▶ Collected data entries
○ ○ ○
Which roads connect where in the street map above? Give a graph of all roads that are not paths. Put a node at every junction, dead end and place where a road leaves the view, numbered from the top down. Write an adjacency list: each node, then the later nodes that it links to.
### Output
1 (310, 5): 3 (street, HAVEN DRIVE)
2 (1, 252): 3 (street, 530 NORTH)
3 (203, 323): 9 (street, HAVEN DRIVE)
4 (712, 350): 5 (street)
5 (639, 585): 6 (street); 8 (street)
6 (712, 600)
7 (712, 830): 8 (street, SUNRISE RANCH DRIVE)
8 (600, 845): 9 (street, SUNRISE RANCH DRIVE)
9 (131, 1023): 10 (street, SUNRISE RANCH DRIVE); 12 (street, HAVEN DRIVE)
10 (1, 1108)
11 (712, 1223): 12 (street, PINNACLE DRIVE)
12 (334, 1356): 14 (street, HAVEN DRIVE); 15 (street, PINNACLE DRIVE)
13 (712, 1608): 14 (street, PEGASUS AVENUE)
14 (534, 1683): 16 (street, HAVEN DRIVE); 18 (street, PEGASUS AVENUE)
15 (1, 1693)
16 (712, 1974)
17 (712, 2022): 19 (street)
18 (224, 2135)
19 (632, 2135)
○ ○ ○
▶ Work instruction
Output all records exactly, with nothing added or dropped.

▶ Solution
Which roads connect where in the street map above? Give a graph of all roads that are not paths. Put a node at every junction, dead end and place where a road leaves the view, numbered from the top down. Write an adjacency list: each node, then the later nodes that it links to.
### Output
1 (310, 5): 3 (street, HAVEN DRIVE)
2 (1, 252): 3 (street, 530 NORTH)
3 (203, 323): 9 (street, HAVEN DRIVE)
4 (712, 350): 5 (street)
5 (639, 585): 6 (street); 8 (street)
6 (712, 600)
7 (712, 830): 8 (street, SUNRISE RANCH DRIVE)
8 (600, 845): 9 (street, SUNRISE RANCH DRIVE)
9 (131, 1023): 10 (street, SUNRISE RANCH DRIVE); 12 (street, HAVEN DRIVE)
10 (1, 1108)
11 (712, 1223): 12 (street, PINNACLE DRIVE)
12 (334, 1356): 14 (street, HAVEN DRIVE); 15 (street, PINNACLE DRIVE)
13 (712, 1608): 14 (street, PEGASUS AVENUE)
14 (534, 1683): 16 (street, HAVEN DRIVE); 18 (street, PEGASUS AVENUE)
15 (1, 1693)
16 (712, 1974)
17 (712, 2022): 19 (street)
18 (224, 2135)
19 (632, 2135)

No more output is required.